As the new Johnny Lingo, Tama sends the chief steward ahead of him to Malio's island to determine what has happened to Mahana. He then arrives himself, announcing that he intends to choose a bride from among the island's young women. A great feast is planned for that night so that he can meet them all. That night, all are present at the feast except Mahana. Tama goes to Pioi's home looking for her, but she meets him on the way and rejects him, not recognizing him as the boy who had left so many years earlier. The next day, he meets her again and she tells him that every day for eight years, she has waited at the island's shore for Tama to return, but that she believes he lied about coming back and now hates him. Unwilling to give up, Tama announces that he will barter with Pioi to marry Mahana.

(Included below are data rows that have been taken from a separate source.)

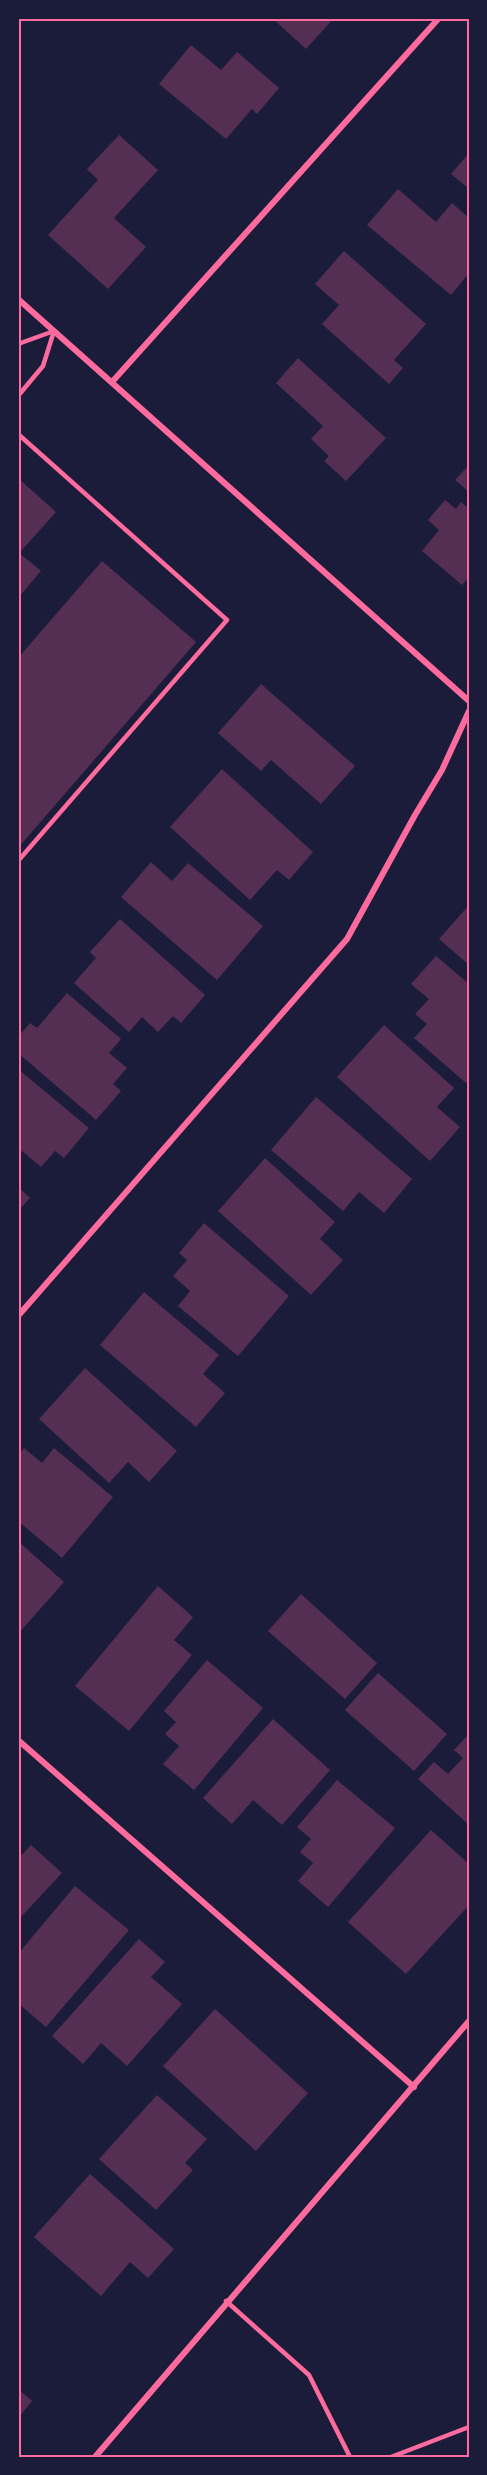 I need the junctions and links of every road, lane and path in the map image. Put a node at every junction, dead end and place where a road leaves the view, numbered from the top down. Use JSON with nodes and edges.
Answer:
{"nodes":[{"id":1,"x":439,"y":18,"type":"edge"},
{"id":2,"x":18,"y":299,"type":"edge"},
{"id":3,"x":54,"y":331,"type":"junction"},
{"id":4,"x":18,"y":344,"type":"edge"},
{"id":5,"x":112,"y":382,"type":"junction"},
{"id":6,"x":18,"y":396,"type":"edge"},
{"id":7,"x":18,"y":434,"type":"edge"},
{"id":8,"x":469,"y":700,"type":"edge"},
{"id":9,"x":469,"y":711,"type":"edge"},
{"id":10,"x":18,"y":861,"type":"edge"},
{"id":11,"x":18,"y":1316,"type":"edge"},
{"id":12,"x":18,"y":1740,"type":"edge"},
{"id":13,"x":469,"y":2021,"type":"edge"},
{"id":14,"x":414,"y":2087,"type":"junction"},
{"id":15,"x":226,"y":2301,"type":"junction"},
{"id":16,"x":469,"y":2427,"type":"edge"},
{"id":17,"x":95,"y":2457,"type":"edge"},
{"id":18,"x":350,"y":2457,"type":"edge"},
{"id":19,"x":391,"y":2457,"type":"edge"}],
"edges":[{"from":1,"to":5,"type":"street"},
{"from":2,"to":3,"type":"street"},
{"from":3,"to":4,"type":"lane"},
{"from":3,"to":5,"type":"street"},
{"from":3,"to":6,"type":"lane"},
{"from":5,"to":8,"type":"street"},
{"from":7,"to":10,"type":"lane"},
{"from":9,"to":11,"type":"street"},
{"from":12,"to":14,"type":"street"},
{"from":13,"to":14,"type":"street"},
{"from":14,"to":15,"type":"street"},
{"from":15,"to":17,"type":"street"},
{"from":15,"to":18,"type":"lane"},
{"from":16,"to":19,"type":"lane"}]}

At the bartering ceremony, Pioi, whose health has deteriorated badly, asks for two cows as Mahana's dowry, which would be the richest dowry in the history of the islands. Tama, however, offers eight cows instead. Mahana is furious, thinking Tama is mocking her, and she storms out of the bartering ceremony. Outside, though, are the eight cows. While Pioi rejoices over his new fortune, Mahana confronts Tama, demanding to know why he offered such a high price. Believing that she no longer loves him as Tama and openly hates him as Johnny Lingo, Tama releases her from the bridal agreement and tells her to keep the cows and use the fortune to care for her father. However, Mahana realises that Tama is wearing the armband she had given him when he left the island as a boy. Finally recognizing him, she feigns anger at his long absence and slaps him, but they then embrace happily. The film concludes with Tama relating the story to a writer, surrounded by his happy family.

==Cast==
- George Henare – Johnny Lingo
- Rawiri Paratene – Malio Chief
- Joe Folau – Tama
- Alvin Fitisemanu – Chief Steward
- Kayte Ferguson – Mahana
- Peter Sa'ena-Brown – Miriama's Father
- Hori Ahipene – Pioi
- Jim Perry – Malio Elder
- Sima Urale – Hoku
- Goeretti Chadwick – Malio Seductress
- Tausani Simei-Barton – Young Tama
- Fokikovi Soakimi – Young Mahana

== Reception ==
In a review in Video Store Magazine, Anne Sherber called the film an "oddity" despite its charm and "funny moments" recalling The Gods Must Be Crazy. She said that while The Legend of Johnny Lingo was appropriate for family viewing, children may not know what to make of it because it feels like it belongs to "a completely different era".